Task instructions: Hand back every line from the beginning of the data below through the line containing "Please list the", word for word and free of pictures.

Entries shown:
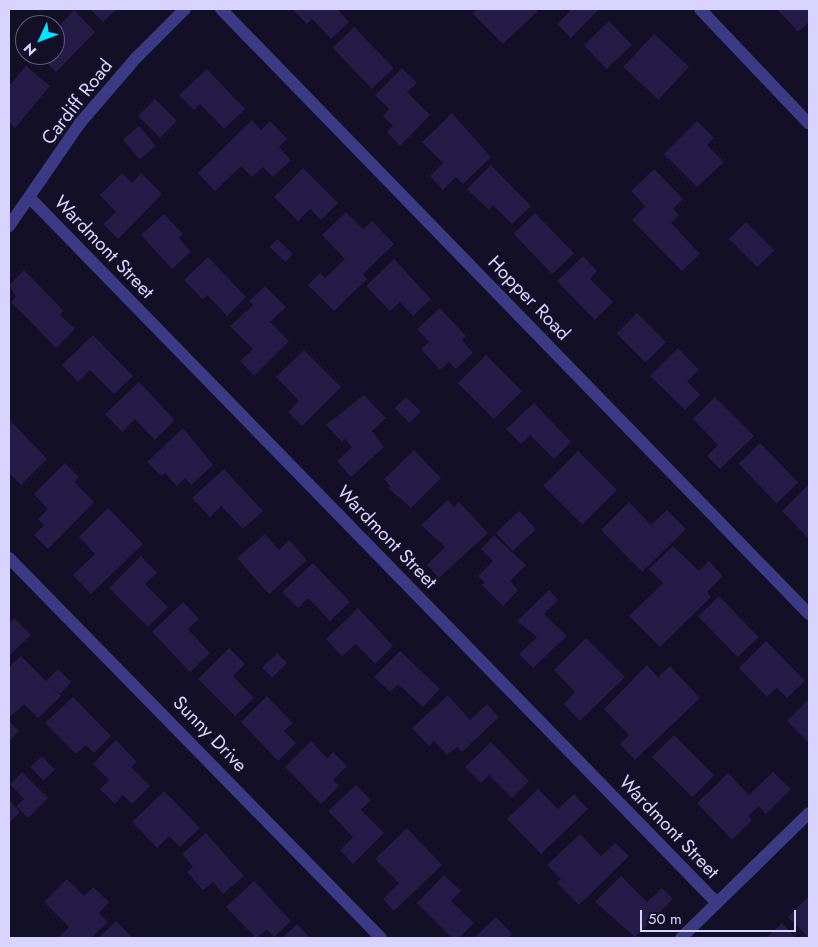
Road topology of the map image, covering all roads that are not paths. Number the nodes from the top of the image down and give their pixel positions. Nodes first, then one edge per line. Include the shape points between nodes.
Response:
1 (185, 9) edge
2 (221, 9) edge
3 (706, 11) edge
4 (809, 124) edge
5 (30, 198) junction
6 (9, 226) edge
7 (9, 558) edge
8 (809, 614) edge
9 (809, 813) edge
10 (717, 903) junction
11 (381, 938) edge
12 (681, 938) edge

1 - 5 street, Cardiff Road via 80,123
2 - 8 street, Hopper Road
3 - 4 street
5 - 6 street, Cardiff Road
5 - 10 street, Wardmont Street
7 - 11 street, Sunny Drive
9 - 10 street
10 - 12 street

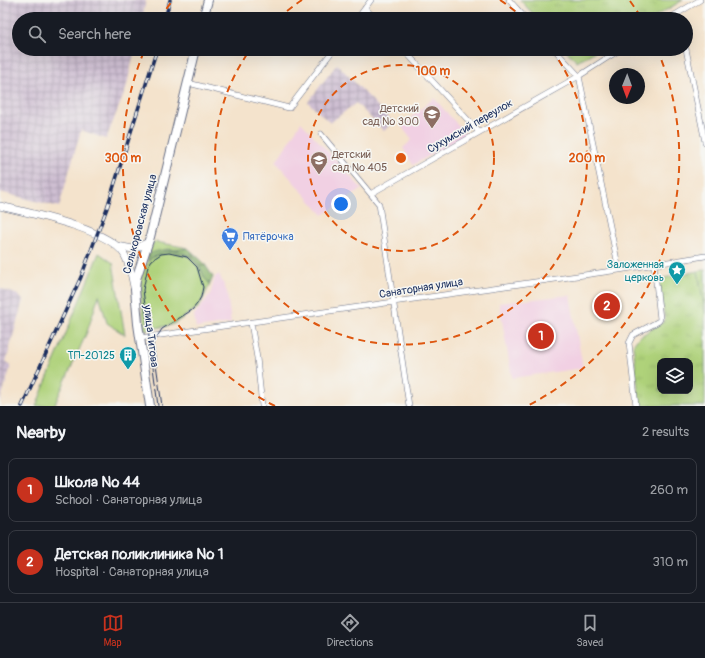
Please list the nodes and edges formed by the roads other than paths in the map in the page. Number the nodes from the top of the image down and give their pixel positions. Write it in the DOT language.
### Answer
graph roads {
  1 [pos="208,0"];
  2 [pos="371,0"];
  3 [pos="509,0"];
  4 [pos="700,0"];
  5 [pos="366,8"];
  6 [pos="205,12"];
  7 [pos="363,12"];
  8 [pos="370,12"];
  9 [pos="520,12"];
  10 [pos="680,12"];
  11 [pos="194,56"];
  12 [pos="329,56"];
  13 [pos="409,56"];
  14 [pos="560,56"];
  15 [pos="610,56"];
  16 [pos="687,56"];
  17 [pos="579,76"];
  18 [pos="188,83"];
  19 [pos="479,132"];
  20 [pos="321,134"];
  21 [pos="705,142"];
  22 [pos="372,194"];
  23 [pos="0,206"];
  24 [pos="147,243"];
  25 [pos="117,246"];
  26 [pos="705,256"];
  27 [pos="654,264"];
  28 [pos="619,270"];
  29 [pos="135,289"];
  30 [pos="393,303"];
  31 [pos="250,323"];
  32 [pos="140,338"];
  33 [pos="150,406"];
  34 [pos="262,406"];
  35 [pos="408,406"];
  36 [pos="636,406"];
  1 -- 6 [label="main road"];
  2 -- 5 [label="street"];
  3 -- 9 [label="street"];
  4 -- 10 [label="street"];
  5 -- 7 [label="street"];
  5 -- 8 [label="street"];
  11 -- 18 [label="main road, Селькоровская улица"];
  12 -- 18 [label="street"];
  13 -- 19 [label="street"];
  14 -- 17 [label="street"];
  15 -- 17 [label="street, Сухумский переулок"];
  16 -- 21 [label="street"];
  17 -- 19 [label="street, Сухумский переулок"];
  17 -- 28 [label="street"];
  18 -- 24 [label="main road, Селькоровская улица"];
  19 -- 22 [label="street, Сухумский переулок"];
  20 -- 22 [label="street"];
  22 -- 30 [label="street"];
  23 -- 25 [label="main road"];
  24 -- 25 [label="main road"];
  24 -- 29 [label="main road, Селькоровская улица"];
  25 -- 29 [label="main road, улица Титова"];
  26 -- 27 [label="street, Санаторная улица"];
  27 -- 28 [label="street, Санаторная улица"];
  27 -- 36 [label="street"];
  28 -- 30 [label="street, Санаторная улица"];
  29 -- 32 [label="main road, улица Титова"];
  30 -- 31 [label="street, Санаторная улица"];
  30 -- 35 [label="street"];
  31 -- 32 [label="street, Санаторная улица"];
  31 -- 34 [label="street"];
  32 -- 33 [label="main road, улица Титова"];
}
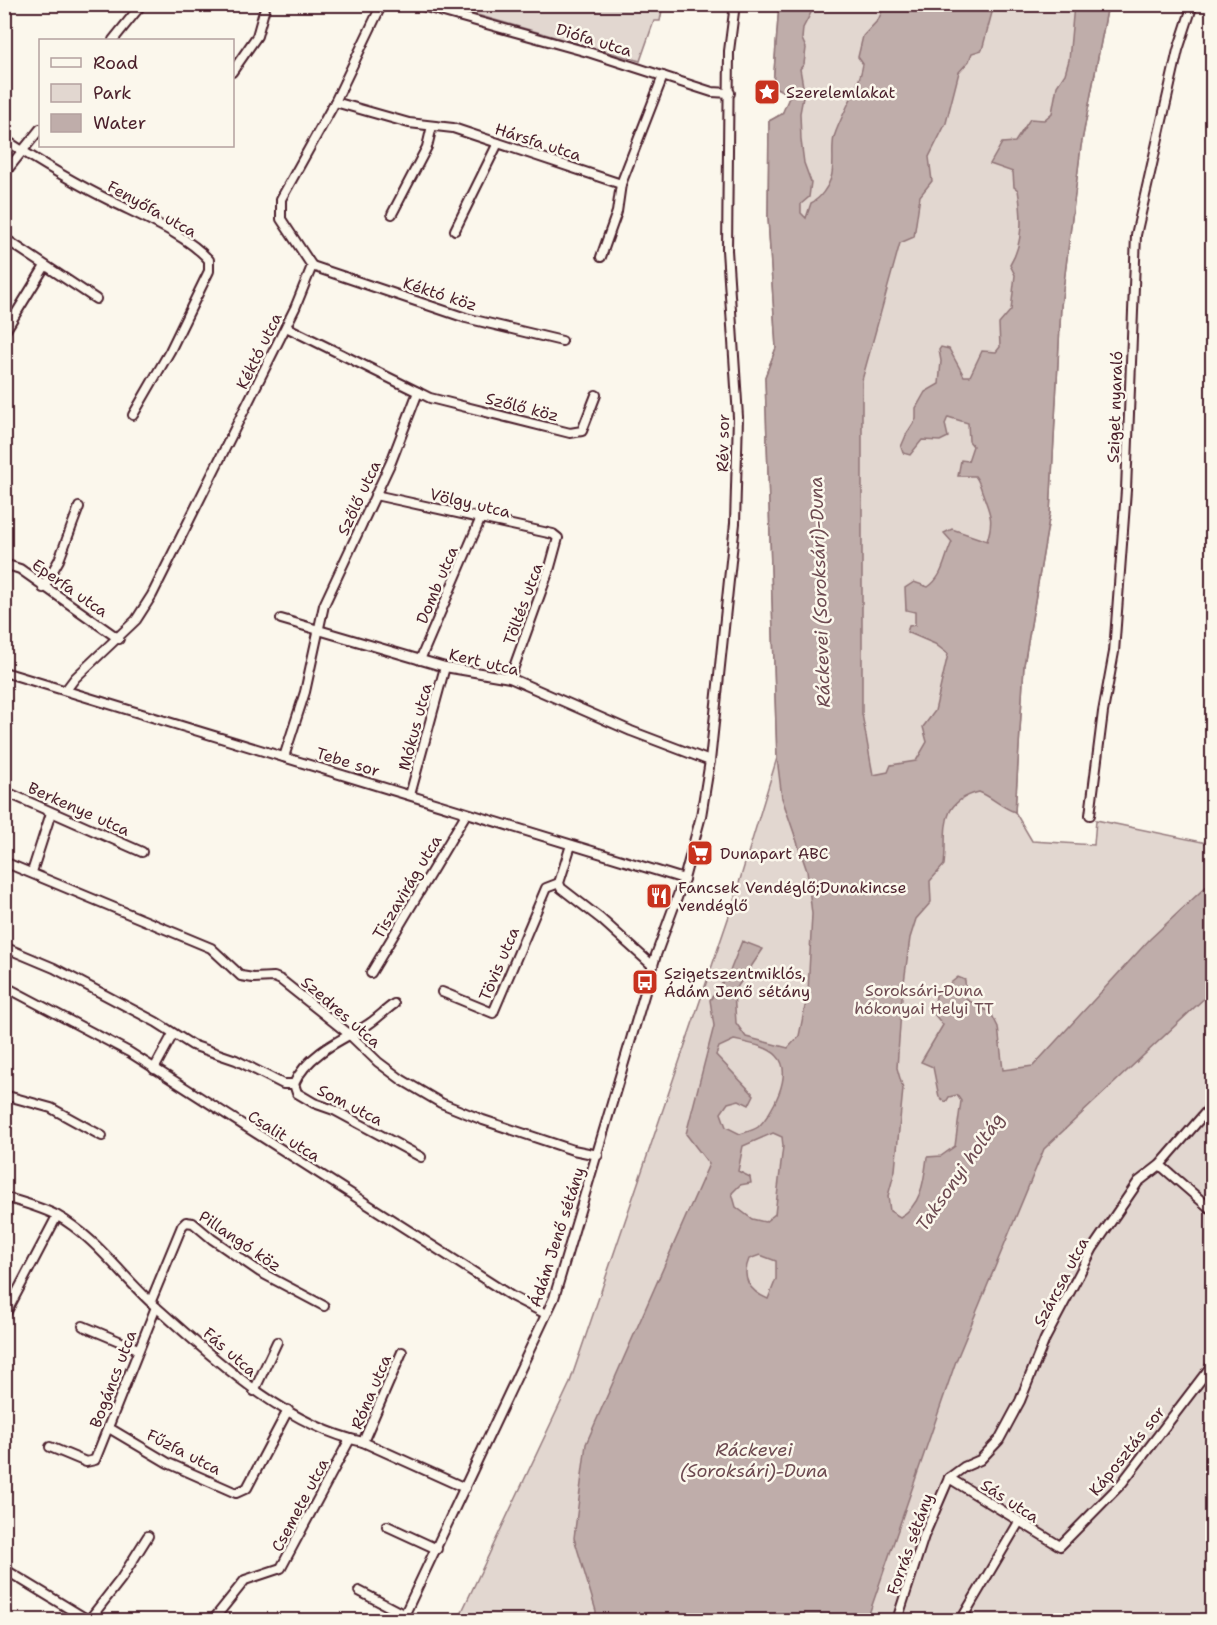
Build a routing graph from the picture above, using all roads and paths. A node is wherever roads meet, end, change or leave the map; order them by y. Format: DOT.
graph roads {
  1 [pos="142,4"];
  2 [pos="266,4"];
  3 [pos="382,4"];
  4 [pos="415,4"];
  5 [pos="735,4"];
  6 [pos="1193,4"];
  7 [pos="114,39"];
  8 [pos="234,69"];
  9 [pos="663,76"];
  10 [pos="730,93"];
  11 [pos="334,102"];
  12 [pos="432,126"];
  13 [pos="39,130"];
  14 [pos="4,139"];
  15 [pos="498,143"];
  16 [pos="22,151"];
  17 [pos="4,174"];
  18 [pos="621,184"];
  19 [pos="392,214"];
  20 [pos="454,230"];
  21 [pos="4,238"];
  22 [pos="601,257"];
  23 [pos="45,266"];
  24 [pos="312,266"];
  25 [pos="96,299"];
  26 [pos="286,327"];
  27 [pos="4,333"];
  28 [pos="562,341"];
  29 [pos="418,392"];
  30 [pos="596,395"];
  31 [pos="133,415"];
  32 [pos="375,495"];
  33 [pos="79,507"];
  34 [pos="480,520"];
  35 [pos="558,538"];
  36 [pos="4,564"];
  37 [pos="44,588"];
  38 [pos="281,619"];
  39 [pos="317,628"];
  40 [pos="118,639"];
  41 [pos="420,660"];
  42 [pos="445,667"];
  43 [pos="4,672"];
  44 [pos="510,678"];
  45 [pos="66,690"];
  46 [pos="284,757"];
  47 [pos="710,761"];
  48 [pos="4,791"];
  49 [pos="410,795"];
  50 [pos="51,813"];
  51 [pos="466,814"];
  52 [pos="1090,815"];
  53 [pos="572,845"];
  54 [pos="142,852"];
  55 [pos="4,862"];
  56 [pos="32,872"];
  57 [pos="684,879"];
  58 [pos="559,883"];
  59 [pos="4,947"];
  60 [pos="653,966"];
  61 [pos="371,973"];
  62 [pos="4,986"];
  63 [pos="442,992"];
  64 [pos="394,1004"];
  65 [pos="173,1034"];
  66 [pos="350,1034"];
  67 [pos="154,1069"];
  68 [pos="294,1084"];
  69 [pos="4,1095"];
  70 [pos="1212,1105"];
  71 [pos="102,1136"];
  72 [pos="598,1155"];
  73 [pos="421,1157"];
  74 [pos="1160,1165"];
  75 [pos="5,1199"];
  76 [pos="1212,1210"];
  77 [pos="57,1216"];
  78 [pos="154,1304"];
  79 [pos="324,1306"];
  80 [pos="546,1314"];
  81 [pos="4,1317"];
  82 [pos="83,1326"];
  83 [pos="277,1342"];
  84 [pos="138,1349"];
  85 [pos="402,1352"];
  86 [pos="1212,1365"];
  87 [pos="254,1391"];
  88 [pos="288,1410"];
  89 [pos="109,1428"];
  90 [pos="350,1439"];
  91 [pos="363,1442"];
  92 [pos="50,1447"];
  93 [pos="949,1478"];
  94 [pos="465,1488"];
  95 [pos="1019,1522"];
  96 [pos="387,1526"];
  97 [pos="148,1536"];
  98 [pos="1056,1546"];
  99 [pos="437,1549"];
  100 [pos="4,1569"];
  101 [pos="359,1591"];
  102 [pos="403,1618"];
  103 [pos="88,1620"];
  104 [pos="213,1620"];
  105 [pos="897,1620"];
  106 [pos="961,1620"];
  1 -- 7 [label="street"];
  2 -- 8 [label="street"];
  3 -- 11 [label="street"];
  4 -- 9 [label="street, Diófa utca"];
  5 -- 10 [label="street, Rév sor"];
  6 -- 52 [label="street, Sziget nyaraló"];
  9 -- 10 [label="street, Diófa utca"];
  9 -- 18 [label="street"];
  10 -- 47 [label="street, Rév sor"];
  11 -- 12 [label="street, Hársfa utca"];
  11 -- 24 [label="street"];
  12 -- 15 [label="street, Hársfa utca"];
  12 -- 19 [label="street"];
  13 -- 16 [label="street"];
  14 -- 16 [label="street"];
  15 -- 18 [label="street, Hársfa utca"];
  15 -- 20 [label="street"];
  16 -- 17 [label="street"];
  16 -- 31 [label="street, Fenyőfa utca"];
  18 -- 22 [label="street"];
  21 -- 23 [label="street"];
  23 -- 25 [label="street"];
  23 -- 27 [label="street"];
  24 -- 26 [label="street, Kéktó utca"];
  24 -- 28 [label="street, Kéktó köz"];
  26 -- 29 [label="street"];
  26 -- 40 [label="street, Kéktó utca"];
  29 -- 30 [label="street, Szőlő köz"];
  29 -- 32 [label="street, Szőlő utca"];
  32 -- 34 [label="street, Völgy utca"];
  32 -- 39 [label="street, Szőlő utca"];
  33 -- 37 [label="street"];
  34 -- 35 [label="street, Völgy utca"];
  34 -- 41 [label="street, Domb utca"];
  35 -- 44 [label="street, Töltés utca"];
  36 -- 37 [label="street, Eperfa utca"];
  37 -- 40 [label="street, Eperfa utca"];
  38 -- 39 [label="street, Kert utca"];
  39 -- 41 [label="street, Kert utca"];
  39 -- 46 [label="street, Szőlő utca"];
  40 -- 45 [label="street, Kéktó utca"];
  41 -- 42 [label="street, Kert utca"];
  42 -- 44 [label="street, Kert utca"];
  42 -- 49 [label="street, Mókus utca"];
  43 -- 45 [label="street, Tebe sor"];
  44 -- 47 [label="street, Kert utca"];
  45 -- 46 [label="street, Tebe sor"];
  46 -- 49 [label="street, Tebe sor"];
  47 -- 57 [label="street, Rév sor"];
  48 -- 50 [label="street, Berkenye utca"];
  49 -- 51 [label="street, Tebe sor"];
  50 -- 54 [label="street, Berkenye utca"];
  50 -- 56 [label="street"];
  51 -- 53 [label="street, Tebe sor"];
  51 -- 61 [label="street, Tiszavirág utca"];
  53 -- 57 [label="street, Tebe sor"];
  53 -- 58 [label="street, Tövis utca"];
  55 -- 56 [label="street, Szedres utca"];
  56 -- 66 [label="street, Szedres utca"];
  57 -- 60 [label="street, Ádám Jenő sétány"];
  58 -- 60 [label="street"];
  58 -- 63 [label="street, Tövis utca"];
  59 -- 65 [label="street, Som utca"];
  60 -- 72 [label="street, Ádám Jenő sétány"];
  62 -- 67 [label="street, Csalit utca"];
  64 -- 66 [label="street"];
  65 -- 67 [label="street"];
  65 -- 68 [label="street, Som utca"];
  66 -- 68 [label="street"];
  66 -- 72 [label="street, Szedres utca"];
  67 -- 80 [label="street, Csalit utca"];
  68 -- 73 [label="street, Som utca"];
  69 -- 71 [label="street"];
  70 -- 74 [label="street, Szárcsa utca"];
  72 -- 80 [label="street, Ádám Jenő sétány"];
  74 -- 76 [label="street"];
  74 -- 93 [label="street, Szárcsa utca"];
  75 -- 77 [label="street, Fás utca"];
  77 -- 78 [label="street, Fás utca"];
  77 -- 81 [label="street"];
  78 -- 79 [label="street, Pillangó köz"];
  78 -- 84 [label="street, Bogáncs utca"];
  78 -- 87 [label="street, Fás utca"];
  80 -- 94 [label="street, Ádám Jenő sétány"];
  82 -- 84 [label="street"];
  83 -- 87 [label="street"];
  84 -- 89 [label="street, Bogáncs utca"];
  85 -- 91 [label="street, Róna utca"];
  86 -- 98 [label="street, Káposztás sor"];
  87 -- 88 [label="street, Fás utca"];
  88 -- 89 [label="street, Fűzfa utca"];
  88 -- 90 [label="street, Fás utca"];
  89 -- 92 [label="street, Bogáncs utca"];
  90 -- 91 [label="street, Fás utca"];
  90 -- 104 [label="street, Csemete utca"];
  91 -- 94 [label="street, Fás utca"];
  93 -- 95 [label="street, Sás utca"];
  93 -- 105 [label="street, Forrás sétány"];
  94 -- 99 [label="street, Ádám Jenő sétány"];
  95 -- 98 [label="street, Sás utca"];
  95 -- 106 [label="street"];
  96 -- 99 [label="street"];
  97 -- 103 [label="street"];
  99 -- 102 [label="street, Ádám Jenő sétány"];
  100 -- 103 [label="street"];
  101 -- 102 [label="street"];
}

Result of this exercise:
Road topology of the map image, covering all roads that are not paths. Number the nodes from the top of the image down and give their pixel positions. Nodes first, then one edge per line. Include the shape points between nodes.
Response:
1 (185, 9) edge
2 (221, 9) edge
3 (706, 11) edge
4 (809, 124) edge
5 (30, 198) junction
6 (9, 226) edge
7 (9, 558) edge
8 (809, 614) edge
9 (809, 813) edge
10 (717, 903) junction
11 (381, 938) edge
12 (681, 938) edge

1 - 5 street, Cardiff Road via 80,123
2 - 8 street, Hopper Road
3 - 4 street
5 - 6 street, Cardiff Road
5 - 10 street, Wardmont Street
7 - 11 street, Sunny Drive
9 - 10 street
10 - 12 street

Please list the nodes and edges formed by the roads other than paths in the map in the page. Number the nodes from the top of the image down and give their pixel positions. Write it in the DOT language.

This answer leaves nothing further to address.